• _REQUIRED WORK_: Write out, word for word, the line that contains "Road topology of" and each line after it down to the last line of the data below. Include nothing more.

• _SUPPLIED MATERIAL_:

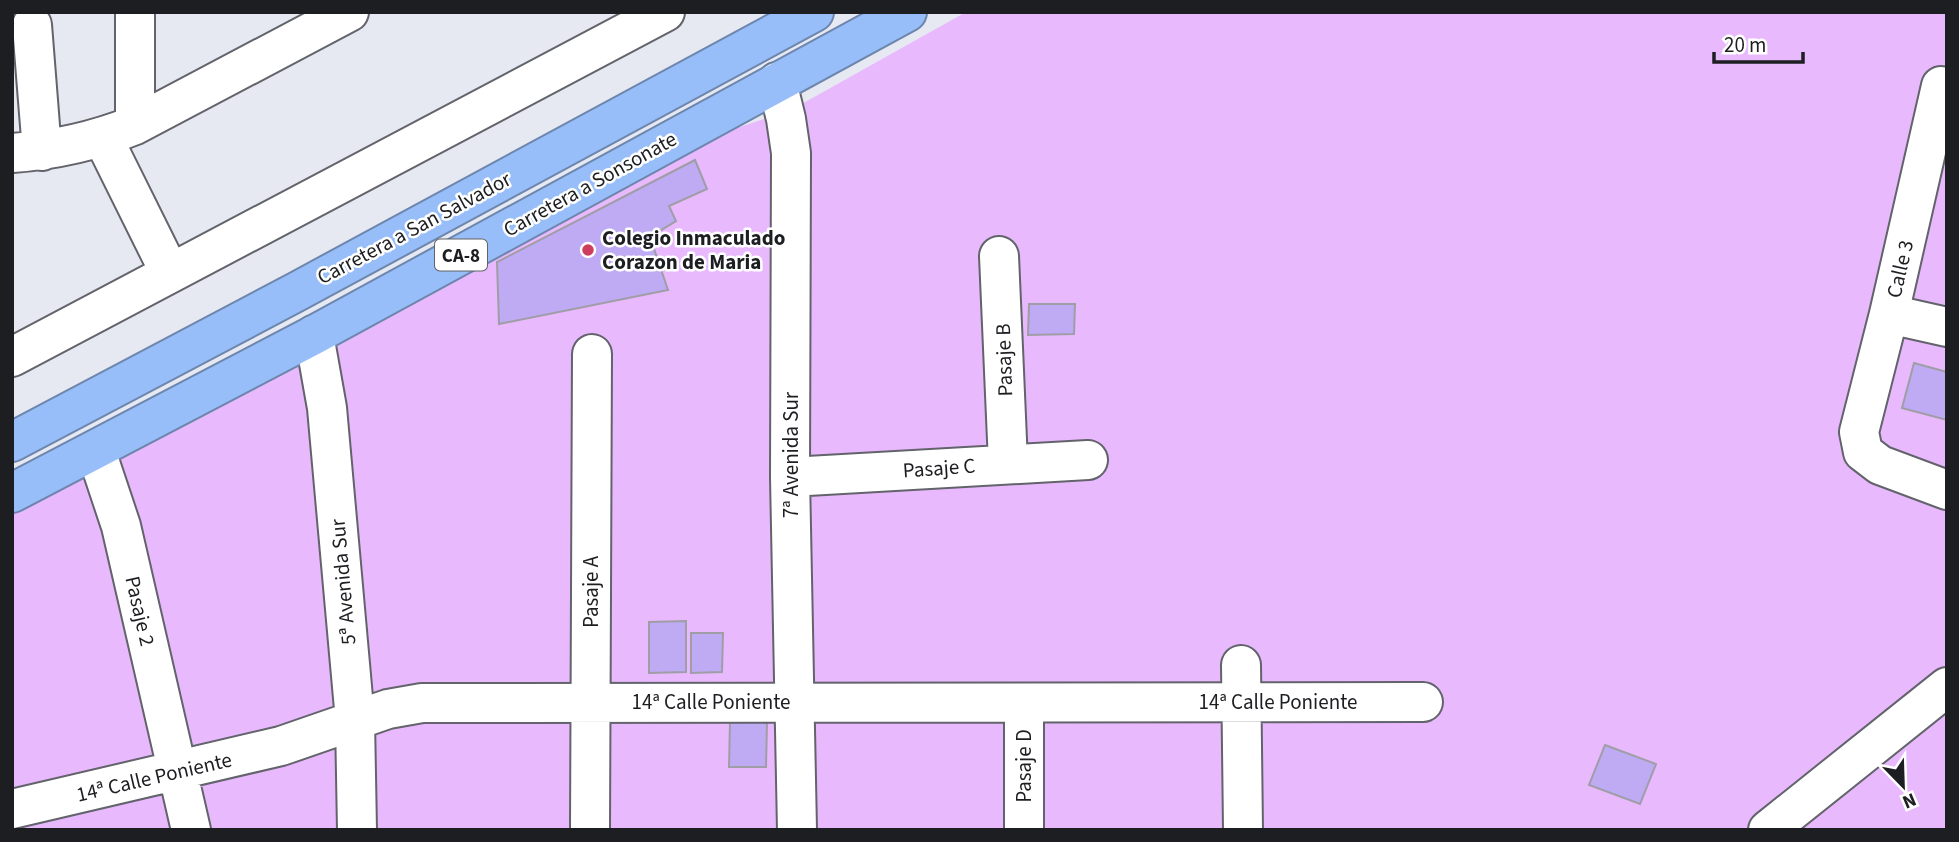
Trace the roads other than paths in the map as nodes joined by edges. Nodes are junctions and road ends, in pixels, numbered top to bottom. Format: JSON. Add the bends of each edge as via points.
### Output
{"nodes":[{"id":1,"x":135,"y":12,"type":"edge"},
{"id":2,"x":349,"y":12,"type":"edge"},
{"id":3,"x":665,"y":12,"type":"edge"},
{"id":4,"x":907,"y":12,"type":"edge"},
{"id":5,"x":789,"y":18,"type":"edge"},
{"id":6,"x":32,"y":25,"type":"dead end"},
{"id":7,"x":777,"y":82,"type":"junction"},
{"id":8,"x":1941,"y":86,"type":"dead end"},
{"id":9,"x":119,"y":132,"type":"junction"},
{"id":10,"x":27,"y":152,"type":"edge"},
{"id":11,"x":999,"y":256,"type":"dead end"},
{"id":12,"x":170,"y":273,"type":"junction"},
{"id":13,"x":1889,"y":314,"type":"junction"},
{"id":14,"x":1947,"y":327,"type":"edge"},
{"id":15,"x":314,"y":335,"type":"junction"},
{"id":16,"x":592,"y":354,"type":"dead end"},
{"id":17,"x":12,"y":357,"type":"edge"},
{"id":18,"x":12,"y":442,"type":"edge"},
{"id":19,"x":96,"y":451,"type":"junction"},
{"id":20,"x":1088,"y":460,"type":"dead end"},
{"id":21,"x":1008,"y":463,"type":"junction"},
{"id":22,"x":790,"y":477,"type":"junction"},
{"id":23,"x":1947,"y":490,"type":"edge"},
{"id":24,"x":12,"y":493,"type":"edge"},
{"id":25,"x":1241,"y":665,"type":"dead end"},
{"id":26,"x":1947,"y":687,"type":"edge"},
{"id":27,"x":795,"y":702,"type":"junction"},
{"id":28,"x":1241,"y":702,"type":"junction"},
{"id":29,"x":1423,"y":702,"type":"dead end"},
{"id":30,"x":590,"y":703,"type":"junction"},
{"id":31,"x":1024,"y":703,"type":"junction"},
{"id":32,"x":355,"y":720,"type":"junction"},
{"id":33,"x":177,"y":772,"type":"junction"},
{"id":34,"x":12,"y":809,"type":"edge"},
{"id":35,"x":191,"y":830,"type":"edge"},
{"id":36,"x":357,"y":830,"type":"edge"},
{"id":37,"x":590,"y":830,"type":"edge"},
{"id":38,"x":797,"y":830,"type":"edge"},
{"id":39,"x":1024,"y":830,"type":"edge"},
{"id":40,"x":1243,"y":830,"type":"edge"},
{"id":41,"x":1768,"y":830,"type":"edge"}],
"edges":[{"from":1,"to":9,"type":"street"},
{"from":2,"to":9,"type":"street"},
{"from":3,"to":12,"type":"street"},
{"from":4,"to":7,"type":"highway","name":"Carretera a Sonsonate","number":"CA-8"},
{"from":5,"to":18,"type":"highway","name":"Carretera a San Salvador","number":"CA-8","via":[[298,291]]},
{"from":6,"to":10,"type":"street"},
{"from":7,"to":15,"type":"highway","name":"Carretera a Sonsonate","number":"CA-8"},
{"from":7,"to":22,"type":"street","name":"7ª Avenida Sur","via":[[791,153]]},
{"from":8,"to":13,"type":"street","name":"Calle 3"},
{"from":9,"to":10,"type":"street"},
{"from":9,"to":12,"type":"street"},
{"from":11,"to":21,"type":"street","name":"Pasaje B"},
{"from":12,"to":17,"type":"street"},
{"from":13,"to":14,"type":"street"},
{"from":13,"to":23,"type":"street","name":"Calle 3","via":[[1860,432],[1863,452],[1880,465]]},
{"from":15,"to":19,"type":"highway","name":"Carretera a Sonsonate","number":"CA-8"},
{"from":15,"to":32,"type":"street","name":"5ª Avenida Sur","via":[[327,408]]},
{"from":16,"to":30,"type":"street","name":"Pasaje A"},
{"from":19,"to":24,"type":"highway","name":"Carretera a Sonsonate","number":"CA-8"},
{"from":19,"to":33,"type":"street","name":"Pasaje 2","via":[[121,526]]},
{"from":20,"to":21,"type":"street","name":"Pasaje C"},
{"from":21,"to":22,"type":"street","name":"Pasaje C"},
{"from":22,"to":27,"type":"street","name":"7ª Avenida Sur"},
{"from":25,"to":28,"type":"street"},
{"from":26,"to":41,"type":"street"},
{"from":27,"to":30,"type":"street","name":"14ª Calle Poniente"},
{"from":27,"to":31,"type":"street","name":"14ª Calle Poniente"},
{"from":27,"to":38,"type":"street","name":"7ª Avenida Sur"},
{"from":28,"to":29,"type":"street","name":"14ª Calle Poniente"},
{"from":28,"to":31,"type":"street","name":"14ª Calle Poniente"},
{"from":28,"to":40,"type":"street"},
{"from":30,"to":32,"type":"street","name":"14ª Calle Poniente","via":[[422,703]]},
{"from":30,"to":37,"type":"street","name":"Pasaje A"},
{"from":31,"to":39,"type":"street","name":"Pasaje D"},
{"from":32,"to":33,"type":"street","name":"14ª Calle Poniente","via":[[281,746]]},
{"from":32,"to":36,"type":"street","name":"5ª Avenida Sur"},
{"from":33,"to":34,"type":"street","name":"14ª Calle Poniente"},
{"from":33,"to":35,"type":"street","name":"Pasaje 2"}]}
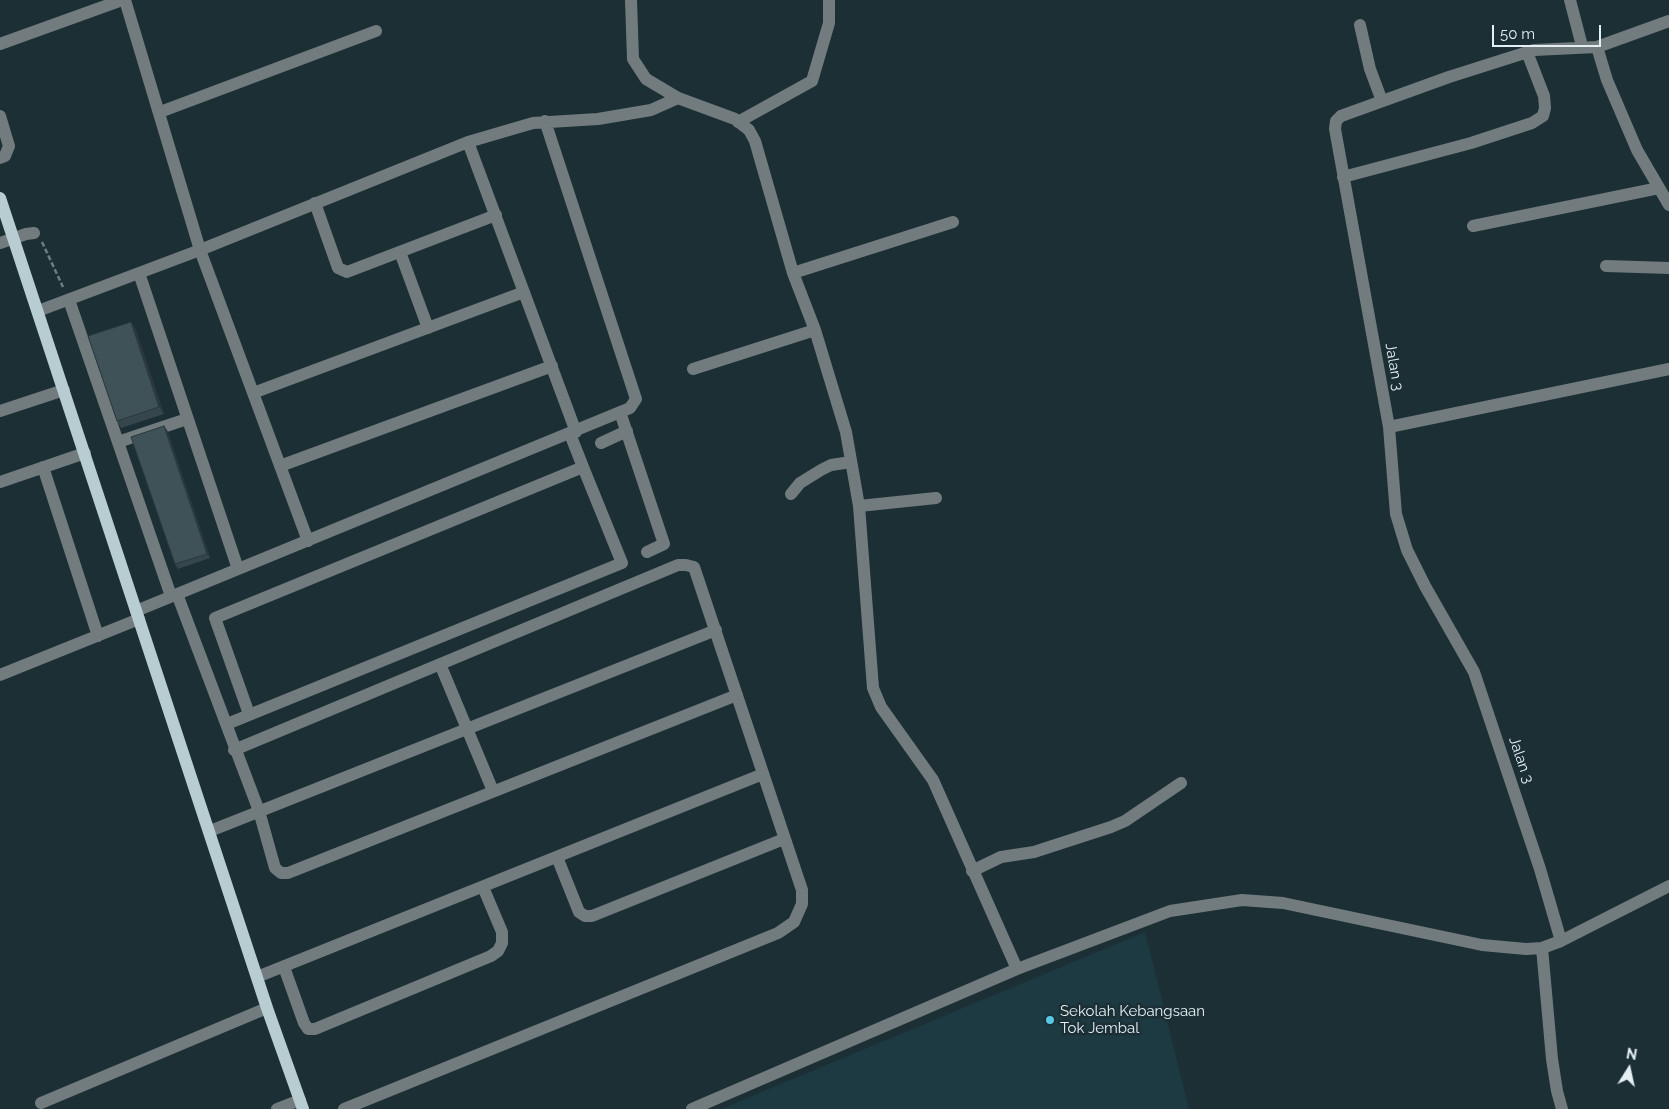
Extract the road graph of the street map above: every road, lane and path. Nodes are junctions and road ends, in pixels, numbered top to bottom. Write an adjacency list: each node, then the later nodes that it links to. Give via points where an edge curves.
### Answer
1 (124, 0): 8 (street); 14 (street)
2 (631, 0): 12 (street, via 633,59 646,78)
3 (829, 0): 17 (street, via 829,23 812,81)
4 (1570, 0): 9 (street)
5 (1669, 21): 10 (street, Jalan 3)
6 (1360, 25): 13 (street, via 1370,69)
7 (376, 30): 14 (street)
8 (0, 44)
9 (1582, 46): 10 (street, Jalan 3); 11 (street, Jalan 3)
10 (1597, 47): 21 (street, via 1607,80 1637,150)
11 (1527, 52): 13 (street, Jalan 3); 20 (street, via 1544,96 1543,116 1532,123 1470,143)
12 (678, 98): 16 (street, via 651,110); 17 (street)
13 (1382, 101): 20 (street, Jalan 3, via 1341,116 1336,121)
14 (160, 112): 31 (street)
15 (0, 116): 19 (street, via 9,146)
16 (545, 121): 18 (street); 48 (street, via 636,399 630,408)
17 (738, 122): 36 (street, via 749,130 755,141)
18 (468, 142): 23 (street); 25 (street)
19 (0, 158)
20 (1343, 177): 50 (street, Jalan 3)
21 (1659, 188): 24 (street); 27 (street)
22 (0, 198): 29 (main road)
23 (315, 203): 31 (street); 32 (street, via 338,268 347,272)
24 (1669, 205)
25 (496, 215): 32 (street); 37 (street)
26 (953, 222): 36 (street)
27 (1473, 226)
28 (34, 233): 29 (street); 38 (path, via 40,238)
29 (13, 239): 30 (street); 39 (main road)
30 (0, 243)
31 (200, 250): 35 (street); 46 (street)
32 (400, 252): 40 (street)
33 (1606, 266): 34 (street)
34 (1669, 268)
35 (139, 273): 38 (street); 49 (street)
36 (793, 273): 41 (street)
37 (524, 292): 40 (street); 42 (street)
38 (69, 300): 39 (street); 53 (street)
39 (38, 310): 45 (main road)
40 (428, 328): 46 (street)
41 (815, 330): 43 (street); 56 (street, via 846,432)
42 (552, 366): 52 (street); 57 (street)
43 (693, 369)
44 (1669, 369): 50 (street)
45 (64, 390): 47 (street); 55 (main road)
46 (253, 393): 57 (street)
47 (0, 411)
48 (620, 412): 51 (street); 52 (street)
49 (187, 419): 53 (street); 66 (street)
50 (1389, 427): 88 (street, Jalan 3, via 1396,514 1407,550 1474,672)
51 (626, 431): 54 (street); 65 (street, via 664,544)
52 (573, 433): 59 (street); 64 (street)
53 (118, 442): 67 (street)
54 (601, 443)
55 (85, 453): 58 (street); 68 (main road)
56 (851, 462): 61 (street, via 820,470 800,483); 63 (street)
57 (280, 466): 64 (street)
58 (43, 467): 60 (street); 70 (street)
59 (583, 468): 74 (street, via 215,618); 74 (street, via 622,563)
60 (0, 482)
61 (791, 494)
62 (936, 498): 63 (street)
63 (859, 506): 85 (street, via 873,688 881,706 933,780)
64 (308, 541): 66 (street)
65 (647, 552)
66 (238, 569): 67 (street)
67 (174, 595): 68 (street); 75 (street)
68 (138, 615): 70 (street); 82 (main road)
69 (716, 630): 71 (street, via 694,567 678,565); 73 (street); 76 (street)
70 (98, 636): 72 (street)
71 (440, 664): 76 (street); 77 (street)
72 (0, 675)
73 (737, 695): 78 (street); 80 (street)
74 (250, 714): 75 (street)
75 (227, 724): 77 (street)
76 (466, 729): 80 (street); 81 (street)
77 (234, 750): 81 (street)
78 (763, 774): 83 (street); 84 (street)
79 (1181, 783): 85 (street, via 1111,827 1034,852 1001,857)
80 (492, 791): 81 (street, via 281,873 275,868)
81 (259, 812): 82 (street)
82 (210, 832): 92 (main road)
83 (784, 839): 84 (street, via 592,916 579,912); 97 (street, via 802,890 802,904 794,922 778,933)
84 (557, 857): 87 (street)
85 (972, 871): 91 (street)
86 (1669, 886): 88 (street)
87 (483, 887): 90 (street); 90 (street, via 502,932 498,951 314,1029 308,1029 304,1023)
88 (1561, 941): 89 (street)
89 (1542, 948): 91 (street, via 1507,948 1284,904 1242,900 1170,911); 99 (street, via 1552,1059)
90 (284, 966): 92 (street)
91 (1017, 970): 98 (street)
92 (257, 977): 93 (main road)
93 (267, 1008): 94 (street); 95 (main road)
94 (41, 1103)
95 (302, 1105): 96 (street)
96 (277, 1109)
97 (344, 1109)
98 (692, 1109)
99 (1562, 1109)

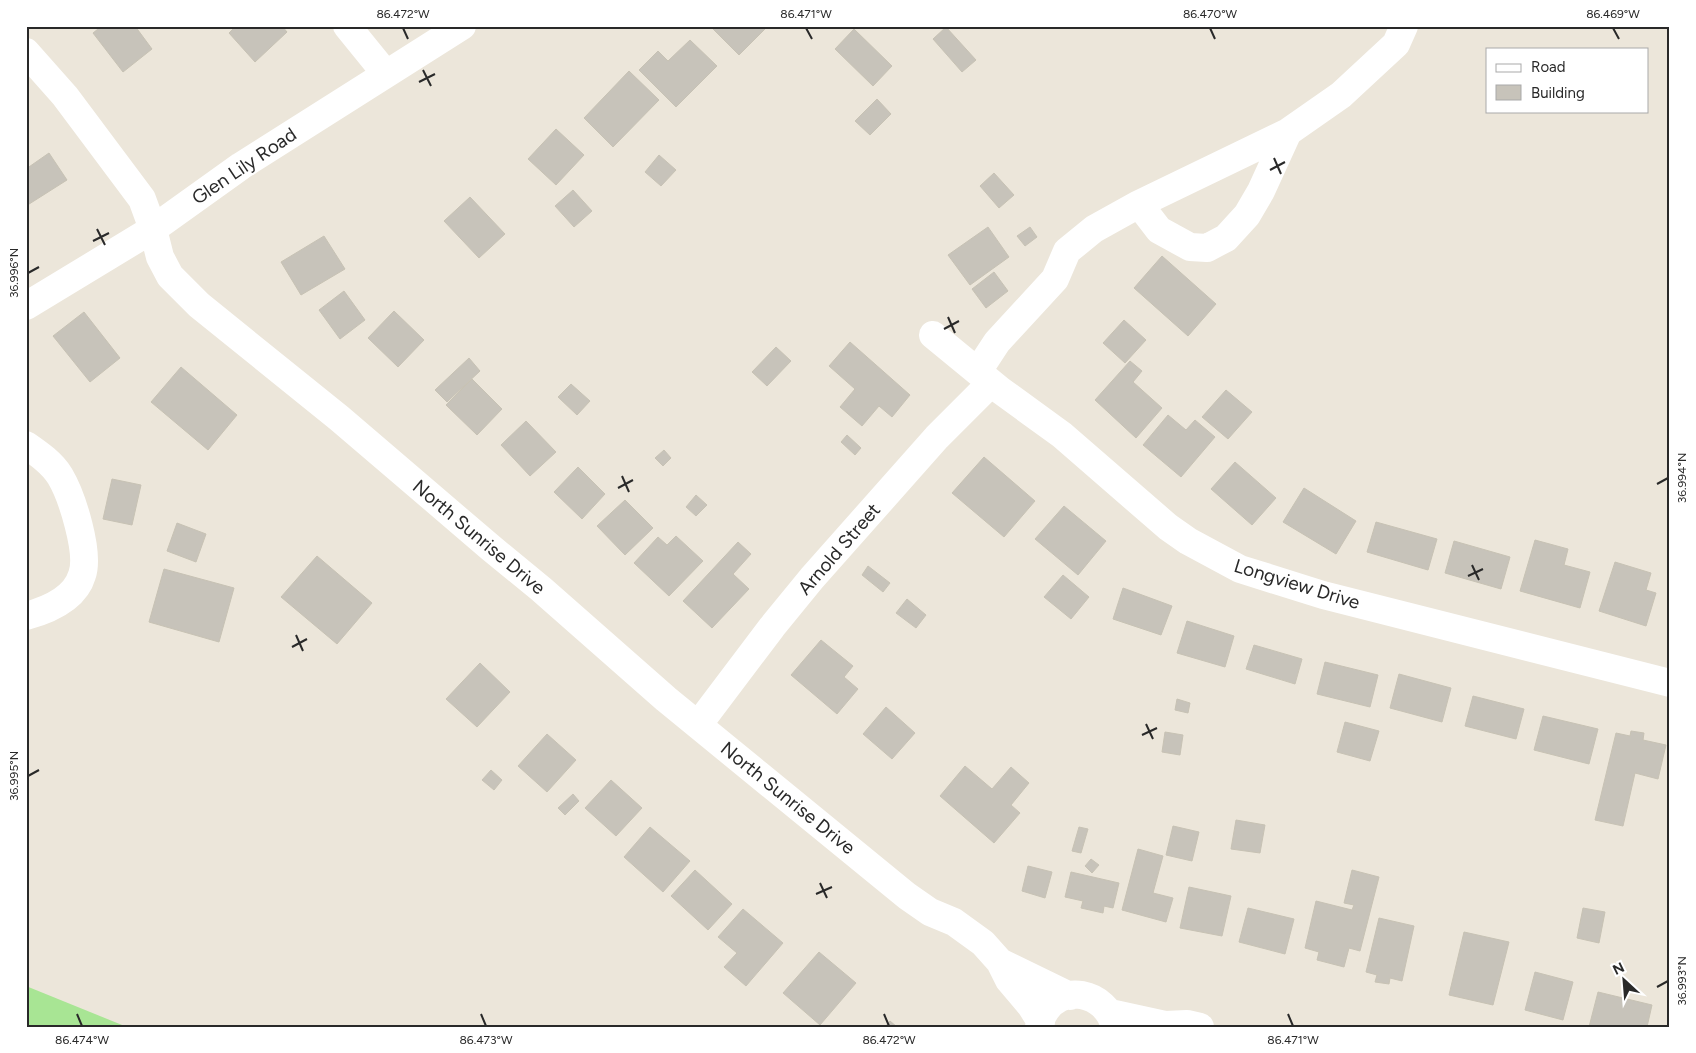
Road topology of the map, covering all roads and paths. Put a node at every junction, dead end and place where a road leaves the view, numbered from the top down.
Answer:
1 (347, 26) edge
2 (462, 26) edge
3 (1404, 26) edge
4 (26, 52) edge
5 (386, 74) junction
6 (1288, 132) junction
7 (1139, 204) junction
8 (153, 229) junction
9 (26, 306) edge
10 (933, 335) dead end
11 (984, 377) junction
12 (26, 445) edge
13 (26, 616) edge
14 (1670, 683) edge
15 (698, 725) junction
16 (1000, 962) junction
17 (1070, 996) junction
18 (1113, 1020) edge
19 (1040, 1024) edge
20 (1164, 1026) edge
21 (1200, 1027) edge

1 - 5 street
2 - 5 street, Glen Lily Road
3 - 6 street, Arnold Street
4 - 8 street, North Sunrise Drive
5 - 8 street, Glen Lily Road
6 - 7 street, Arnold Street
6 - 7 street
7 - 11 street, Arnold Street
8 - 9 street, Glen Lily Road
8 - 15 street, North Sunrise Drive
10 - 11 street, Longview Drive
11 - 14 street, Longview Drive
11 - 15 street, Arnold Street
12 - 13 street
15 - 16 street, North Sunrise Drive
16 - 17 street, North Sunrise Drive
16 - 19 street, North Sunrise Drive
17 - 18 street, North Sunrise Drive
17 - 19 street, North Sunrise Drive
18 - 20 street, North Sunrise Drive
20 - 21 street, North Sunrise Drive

• _EXERCISE SOLUTION_:
Road topology of the map, covering all roads and paths. Put a node at every junction, dead end and place where a road leaves the view, numbered from the top down.
Answer:
1 (347, 26) edge
2 (462, 26) edge
3 (1404, 26) edge
4 (26, 52) edge
5 (386, 74) junction
6 (1288, 132) junction
7 (1139, 204) junction
8 (153, 229) junction
9 (26, 306) edge
10 (933, 335) dead end
11 (984, 377) junction
12 (26, 445) edge
13 (26, 616) edge
14 (1670, 683) edge
15 (698, 725) junction
16 (1000, 962) junction
17 (1070, 996) junction
18 (1113, 1020) edge
19 (1040, 1024) edge
20 (1164, 1026) edge
21 (1200, 1027) edge

1 - 5 street
2 - 5 street, Glen Lily Road
3 - 6 street, Arnold Street
4 - 8 street, North Sunrise Drive
5 - 8 street, Glen Lily Road
6 - 7 street, Arnold Street
6 - 7 street
7 - 11 street, Arnold Street
8 - 9 street, Glen Lily Road
8 - 15 street, North Sunrise Drive
10 - 11 street, Longview Drive
11 - 14 street, Longview Drive
11 - 15 street, Arnold Street
12 - 13 street
15 - 16 street, North Sunrise Drive
16 - 17 street, North Sunrise Drive
16 - 19 street, North Sunrise Drive
17 - 18 street, North Sunrise Drive
17 - 19 street, North Sunrise Drive
18 - 20 street, North Sunrise Drive
20 - 21 street, North Sunrise Drive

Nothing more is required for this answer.